TRY IT: From the first record below to the last, retype each one exactly.

DATA EXCERPTS START

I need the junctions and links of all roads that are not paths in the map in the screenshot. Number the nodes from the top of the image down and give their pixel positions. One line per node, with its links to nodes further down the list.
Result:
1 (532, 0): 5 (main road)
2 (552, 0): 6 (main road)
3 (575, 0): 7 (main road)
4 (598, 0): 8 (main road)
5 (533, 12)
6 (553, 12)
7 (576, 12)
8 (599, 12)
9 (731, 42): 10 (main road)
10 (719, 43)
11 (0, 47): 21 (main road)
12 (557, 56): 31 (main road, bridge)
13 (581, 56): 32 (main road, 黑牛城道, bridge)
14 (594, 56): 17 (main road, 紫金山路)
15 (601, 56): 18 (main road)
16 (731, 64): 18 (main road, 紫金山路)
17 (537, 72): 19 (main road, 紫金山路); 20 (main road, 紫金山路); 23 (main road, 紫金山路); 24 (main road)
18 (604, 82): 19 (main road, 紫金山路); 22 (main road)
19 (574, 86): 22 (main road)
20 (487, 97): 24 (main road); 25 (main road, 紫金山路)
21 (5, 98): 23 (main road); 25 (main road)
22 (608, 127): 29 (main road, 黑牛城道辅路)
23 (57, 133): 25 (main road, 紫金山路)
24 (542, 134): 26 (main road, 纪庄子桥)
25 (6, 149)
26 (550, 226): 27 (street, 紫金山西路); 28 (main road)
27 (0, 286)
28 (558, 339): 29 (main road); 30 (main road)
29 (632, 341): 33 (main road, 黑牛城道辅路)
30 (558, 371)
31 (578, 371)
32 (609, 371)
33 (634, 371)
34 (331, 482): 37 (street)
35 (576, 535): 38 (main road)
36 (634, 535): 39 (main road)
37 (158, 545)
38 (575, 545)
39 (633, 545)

DATA EXCERPTS END

EXERCISE RESULT:
I need the junctions and links of all roads that are not paths in the map in the screenshot. Number the nodes from the top of the image down and give their pixel positions. One line per node, with its links to nodes further down the list.
Result:
1 (532, 0): 5 (main road)
2 (552, 0): 6 (main road)
3 (575, 0): 7 (main road)
4 (598, 0): 8 (main road)
5 (533, 12)
6 (553, 12)
7 (576, 12)
8 (599, 12)
9 (731, 42): 10 (main road)
10 (719, 43)
11 (0, 47): 21 (main road)
12 (557, 56): 31 (main road, bridge)
13 (581, 56): 32 (main road, 黑牛城道, bridge)
14 (594, 56): 17 (main road, 紫金山路)
15 (601, 56): 18 (main road)
16 (731, 64): 18 (main road, 紫金山路)
17 (537, 72): 19 (main road, 紫金山路); 20 (main road, 紫金山路); 23 (main road, 紫金山路); 24 (main road)
18 (604, 82): 19 (main road, 紫金山路); 22 (main road)
19 (574, 86): 22 (main road)
20 (487, 97): 24 (main road); 25 (main road, 紫金山路)
21 (5, 98): 23 (main road); 25 (main road)
22 (608, 127): 29 (main road, 黑牛城道辅路)
23 (57, 133): 25 (main road, 紫金山路)
24 (542, 134): 26 (main road, 纪庄子桥)
25 (6, 149)
26 (550, 226): 27 (street, 紫金山西路); 28 (main road)
27 (0, 286)
28 (558, 339): 29 (main road); 30 (main road)
29 (632, 341): 33 (main road, 黑牛城道辅路)
30 (558, 371)
31 (578, 371)
32 (609, 371)
33 (634, 371)
34 (331, 482): 37 (street)
35 (576, 535): 38 (main road)
36 (634, 535): 39 (main road)
37 (158, 545)
38 (575, 545)
39 (633, 545)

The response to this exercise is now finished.